→ Task brief
Scan the entries below and state how many lines contain "highway". No other output.

======== Extracted data ========

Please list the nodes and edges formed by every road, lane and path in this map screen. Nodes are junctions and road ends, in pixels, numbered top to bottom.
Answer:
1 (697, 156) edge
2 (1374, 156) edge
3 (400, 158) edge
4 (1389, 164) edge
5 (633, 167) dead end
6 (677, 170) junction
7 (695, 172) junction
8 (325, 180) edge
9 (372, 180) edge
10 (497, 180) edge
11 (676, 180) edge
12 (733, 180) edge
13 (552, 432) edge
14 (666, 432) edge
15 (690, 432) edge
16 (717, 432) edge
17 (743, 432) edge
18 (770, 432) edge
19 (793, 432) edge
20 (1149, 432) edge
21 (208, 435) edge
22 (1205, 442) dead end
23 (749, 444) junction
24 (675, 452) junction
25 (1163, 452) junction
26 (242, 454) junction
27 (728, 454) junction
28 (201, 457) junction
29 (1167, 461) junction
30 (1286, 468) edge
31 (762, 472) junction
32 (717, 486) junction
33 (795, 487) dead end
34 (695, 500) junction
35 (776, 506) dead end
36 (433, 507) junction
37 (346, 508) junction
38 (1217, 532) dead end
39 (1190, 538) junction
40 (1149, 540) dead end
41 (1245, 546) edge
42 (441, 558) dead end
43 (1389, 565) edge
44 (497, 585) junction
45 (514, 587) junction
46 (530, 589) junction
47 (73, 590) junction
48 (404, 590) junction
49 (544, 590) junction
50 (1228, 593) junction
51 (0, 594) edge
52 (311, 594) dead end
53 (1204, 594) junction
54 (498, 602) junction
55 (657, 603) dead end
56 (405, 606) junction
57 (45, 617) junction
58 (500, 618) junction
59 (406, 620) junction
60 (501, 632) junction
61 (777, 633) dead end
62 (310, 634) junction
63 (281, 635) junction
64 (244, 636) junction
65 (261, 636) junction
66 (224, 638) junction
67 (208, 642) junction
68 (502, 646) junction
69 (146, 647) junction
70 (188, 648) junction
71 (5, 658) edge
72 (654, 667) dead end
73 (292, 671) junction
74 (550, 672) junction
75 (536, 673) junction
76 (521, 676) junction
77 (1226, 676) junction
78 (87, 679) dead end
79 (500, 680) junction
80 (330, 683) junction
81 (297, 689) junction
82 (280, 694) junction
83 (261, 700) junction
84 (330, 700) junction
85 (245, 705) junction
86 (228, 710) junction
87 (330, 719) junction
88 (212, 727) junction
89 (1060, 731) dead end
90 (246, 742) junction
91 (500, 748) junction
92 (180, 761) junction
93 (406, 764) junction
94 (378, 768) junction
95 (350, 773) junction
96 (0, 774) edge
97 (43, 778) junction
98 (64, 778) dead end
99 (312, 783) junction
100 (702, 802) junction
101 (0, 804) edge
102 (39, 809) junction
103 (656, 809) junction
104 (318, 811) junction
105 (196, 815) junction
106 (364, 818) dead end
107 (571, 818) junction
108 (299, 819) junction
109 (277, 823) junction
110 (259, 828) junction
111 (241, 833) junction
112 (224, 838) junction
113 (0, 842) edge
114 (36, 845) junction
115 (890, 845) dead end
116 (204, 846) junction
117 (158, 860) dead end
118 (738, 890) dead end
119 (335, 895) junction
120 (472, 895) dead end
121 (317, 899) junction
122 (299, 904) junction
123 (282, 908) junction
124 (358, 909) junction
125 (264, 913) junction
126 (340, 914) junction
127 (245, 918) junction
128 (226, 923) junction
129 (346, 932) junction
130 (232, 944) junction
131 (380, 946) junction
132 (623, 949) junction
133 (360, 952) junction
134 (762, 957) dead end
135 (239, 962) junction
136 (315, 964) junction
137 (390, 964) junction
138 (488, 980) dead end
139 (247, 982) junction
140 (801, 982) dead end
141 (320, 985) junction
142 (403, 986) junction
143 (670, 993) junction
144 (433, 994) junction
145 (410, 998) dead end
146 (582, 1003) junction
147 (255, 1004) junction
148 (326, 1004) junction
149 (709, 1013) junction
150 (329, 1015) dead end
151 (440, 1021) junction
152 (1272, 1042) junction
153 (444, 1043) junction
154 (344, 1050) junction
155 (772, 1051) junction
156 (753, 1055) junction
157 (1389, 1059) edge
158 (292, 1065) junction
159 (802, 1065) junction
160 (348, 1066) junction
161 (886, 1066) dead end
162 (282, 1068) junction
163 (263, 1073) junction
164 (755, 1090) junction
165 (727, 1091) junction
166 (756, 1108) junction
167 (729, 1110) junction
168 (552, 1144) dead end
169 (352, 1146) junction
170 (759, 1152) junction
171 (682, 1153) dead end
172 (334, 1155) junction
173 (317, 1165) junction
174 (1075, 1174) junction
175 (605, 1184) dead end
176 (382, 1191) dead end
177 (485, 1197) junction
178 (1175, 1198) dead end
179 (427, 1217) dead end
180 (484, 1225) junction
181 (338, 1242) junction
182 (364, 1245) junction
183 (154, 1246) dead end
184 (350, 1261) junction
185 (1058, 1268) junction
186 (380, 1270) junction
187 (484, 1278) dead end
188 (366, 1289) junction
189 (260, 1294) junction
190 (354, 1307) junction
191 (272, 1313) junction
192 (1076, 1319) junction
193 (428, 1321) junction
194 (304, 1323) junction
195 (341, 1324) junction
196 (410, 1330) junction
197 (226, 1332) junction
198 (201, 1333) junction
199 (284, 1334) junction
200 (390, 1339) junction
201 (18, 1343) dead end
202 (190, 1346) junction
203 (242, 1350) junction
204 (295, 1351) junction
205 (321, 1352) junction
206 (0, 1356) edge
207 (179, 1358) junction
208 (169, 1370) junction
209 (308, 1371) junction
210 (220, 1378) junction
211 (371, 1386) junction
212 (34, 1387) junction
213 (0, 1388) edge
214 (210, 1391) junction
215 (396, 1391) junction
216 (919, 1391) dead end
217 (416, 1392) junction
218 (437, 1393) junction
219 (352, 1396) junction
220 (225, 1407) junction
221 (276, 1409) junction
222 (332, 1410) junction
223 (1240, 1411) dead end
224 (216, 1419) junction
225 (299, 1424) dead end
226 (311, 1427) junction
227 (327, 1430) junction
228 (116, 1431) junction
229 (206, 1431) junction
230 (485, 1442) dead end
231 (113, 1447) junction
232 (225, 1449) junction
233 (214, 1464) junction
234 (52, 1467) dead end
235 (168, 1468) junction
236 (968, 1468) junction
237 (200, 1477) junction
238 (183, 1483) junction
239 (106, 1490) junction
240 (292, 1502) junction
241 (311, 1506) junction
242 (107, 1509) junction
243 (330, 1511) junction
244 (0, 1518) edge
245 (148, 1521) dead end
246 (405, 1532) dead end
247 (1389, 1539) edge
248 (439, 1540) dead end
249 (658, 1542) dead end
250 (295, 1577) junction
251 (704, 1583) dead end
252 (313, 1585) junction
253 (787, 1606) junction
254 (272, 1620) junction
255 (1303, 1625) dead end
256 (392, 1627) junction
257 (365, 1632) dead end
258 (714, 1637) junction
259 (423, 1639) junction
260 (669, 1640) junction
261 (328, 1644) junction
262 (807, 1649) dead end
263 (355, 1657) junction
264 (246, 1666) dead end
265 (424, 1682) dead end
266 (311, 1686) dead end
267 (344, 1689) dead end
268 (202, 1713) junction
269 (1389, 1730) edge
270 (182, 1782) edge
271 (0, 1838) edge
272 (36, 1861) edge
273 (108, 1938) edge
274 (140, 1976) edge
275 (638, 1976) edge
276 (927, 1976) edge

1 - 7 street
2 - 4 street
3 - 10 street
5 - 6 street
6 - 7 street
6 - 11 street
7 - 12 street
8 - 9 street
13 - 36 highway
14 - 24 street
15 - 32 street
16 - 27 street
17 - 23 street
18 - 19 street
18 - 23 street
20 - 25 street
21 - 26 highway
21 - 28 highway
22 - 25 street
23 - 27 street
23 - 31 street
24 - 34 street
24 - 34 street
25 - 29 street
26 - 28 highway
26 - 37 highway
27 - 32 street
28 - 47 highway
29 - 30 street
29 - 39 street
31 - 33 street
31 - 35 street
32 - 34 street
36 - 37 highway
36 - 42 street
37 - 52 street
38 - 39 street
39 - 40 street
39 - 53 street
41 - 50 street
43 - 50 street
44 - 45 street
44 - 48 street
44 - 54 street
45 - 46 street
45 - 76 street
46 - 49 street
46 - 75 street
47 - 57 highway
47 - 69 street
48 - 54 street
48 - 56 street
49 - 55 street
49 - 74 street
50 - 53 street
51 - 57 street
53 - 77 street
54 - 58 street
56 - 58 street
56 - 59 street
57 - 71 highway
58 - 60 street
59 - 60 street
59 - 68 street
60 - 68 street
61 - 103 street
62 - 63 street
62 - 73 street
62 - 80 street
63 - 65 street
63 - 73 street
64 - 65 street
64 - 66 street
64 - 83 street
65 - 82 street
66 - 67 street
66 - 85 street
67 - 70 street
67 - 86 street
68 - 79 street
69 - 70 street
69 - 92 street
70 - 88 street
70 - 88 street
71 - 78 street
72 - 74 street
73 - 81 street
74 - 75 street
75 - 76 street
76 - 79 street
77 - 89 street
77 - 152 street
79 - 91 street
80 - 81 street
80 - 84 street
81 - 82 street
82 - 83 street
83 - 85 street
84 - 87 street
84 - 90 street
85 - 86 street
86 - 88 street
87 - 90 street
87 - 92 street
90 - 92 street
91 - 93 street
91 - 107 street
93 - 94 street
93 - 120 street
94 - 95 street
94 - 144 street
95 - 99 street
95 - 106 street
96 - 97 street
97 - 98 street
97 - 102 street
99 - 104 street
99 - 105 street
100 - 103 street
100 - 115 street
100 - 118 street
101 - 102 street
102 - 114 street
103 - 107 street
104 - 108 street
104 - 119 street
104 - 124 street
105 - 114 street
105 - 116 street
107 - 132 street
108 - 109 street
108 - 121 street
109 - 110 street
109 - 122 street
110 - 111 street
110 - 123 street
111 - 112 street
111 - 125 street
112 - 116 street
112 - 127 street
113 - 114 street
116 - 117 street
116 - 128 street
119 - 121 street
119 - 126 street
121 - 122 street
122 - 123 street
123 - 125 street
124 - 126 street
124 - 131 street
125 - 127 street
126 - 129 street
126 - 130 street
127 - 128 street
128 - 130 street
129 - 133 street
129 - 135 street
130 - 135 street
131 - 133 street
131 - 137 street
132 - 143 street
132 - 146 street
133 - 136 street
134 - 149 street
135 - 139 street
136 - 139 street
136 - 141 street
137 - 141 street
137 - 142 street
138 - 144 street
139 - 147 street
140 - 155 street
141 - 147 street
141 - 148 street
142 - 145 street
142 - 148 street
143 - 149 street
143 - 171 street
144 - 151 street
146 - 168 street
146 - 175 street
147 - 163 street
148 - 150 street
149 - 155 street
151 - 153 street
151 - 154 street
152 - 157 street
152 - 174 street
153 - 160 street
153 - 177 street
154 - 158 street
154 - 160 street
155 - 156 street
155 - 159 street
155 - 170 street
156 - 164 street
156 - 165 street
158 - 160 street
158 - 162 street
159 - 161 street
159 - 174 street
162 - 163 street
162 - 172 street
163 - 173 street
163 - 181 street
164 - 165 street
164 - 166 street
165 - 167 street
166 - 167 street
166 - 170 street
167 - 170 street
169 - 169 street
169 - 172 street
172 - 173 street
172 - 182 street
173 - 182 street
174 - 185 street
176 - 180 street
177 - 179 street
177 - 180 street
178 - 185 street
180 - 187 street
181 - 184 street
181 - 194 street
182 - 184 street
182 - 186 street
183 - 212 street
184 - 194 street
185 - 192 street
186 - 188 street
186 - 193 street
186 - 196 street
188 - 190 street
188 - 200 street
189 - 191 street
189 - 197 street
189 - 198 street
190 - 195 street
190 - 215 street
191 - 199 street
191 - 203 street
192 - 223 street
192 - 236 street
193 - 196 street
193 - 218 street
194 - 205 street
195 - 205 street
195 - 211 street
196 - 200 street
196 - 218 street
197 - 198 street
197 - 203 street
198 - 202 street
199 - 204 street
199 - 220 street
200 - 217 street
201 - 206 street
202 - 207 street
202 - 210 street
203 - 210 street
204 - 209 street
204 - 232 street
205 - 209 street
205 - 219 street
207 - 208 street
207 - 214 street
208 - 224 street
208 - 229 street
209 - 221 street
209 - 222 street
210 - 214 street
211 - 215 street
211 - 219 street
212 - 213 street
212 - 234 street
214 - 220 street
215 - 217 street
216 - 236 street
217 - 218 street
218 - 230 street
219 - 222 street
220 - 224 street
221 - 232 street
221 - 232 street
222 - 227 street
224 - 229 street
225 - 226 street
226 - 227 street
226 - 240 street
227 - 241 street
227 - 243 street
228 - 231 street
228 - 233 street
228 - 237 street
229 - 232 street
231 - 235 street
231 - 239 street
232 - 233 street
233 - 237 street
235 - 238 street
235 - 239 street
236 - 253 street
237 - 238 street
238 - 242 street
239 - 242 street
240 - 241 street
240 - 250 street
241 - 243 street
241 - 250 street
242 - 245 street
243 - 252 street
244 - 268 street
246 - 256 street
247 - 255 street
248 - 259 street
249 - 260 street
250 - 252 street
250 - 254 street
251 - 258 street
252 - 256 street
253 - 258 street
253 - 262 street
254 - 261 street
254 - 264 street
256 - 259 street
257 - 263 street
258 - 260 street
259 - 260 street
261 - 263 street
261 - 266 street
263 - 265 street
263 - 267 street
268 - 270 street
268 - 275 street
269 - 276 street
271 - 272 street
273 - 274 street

========

→ Result below
9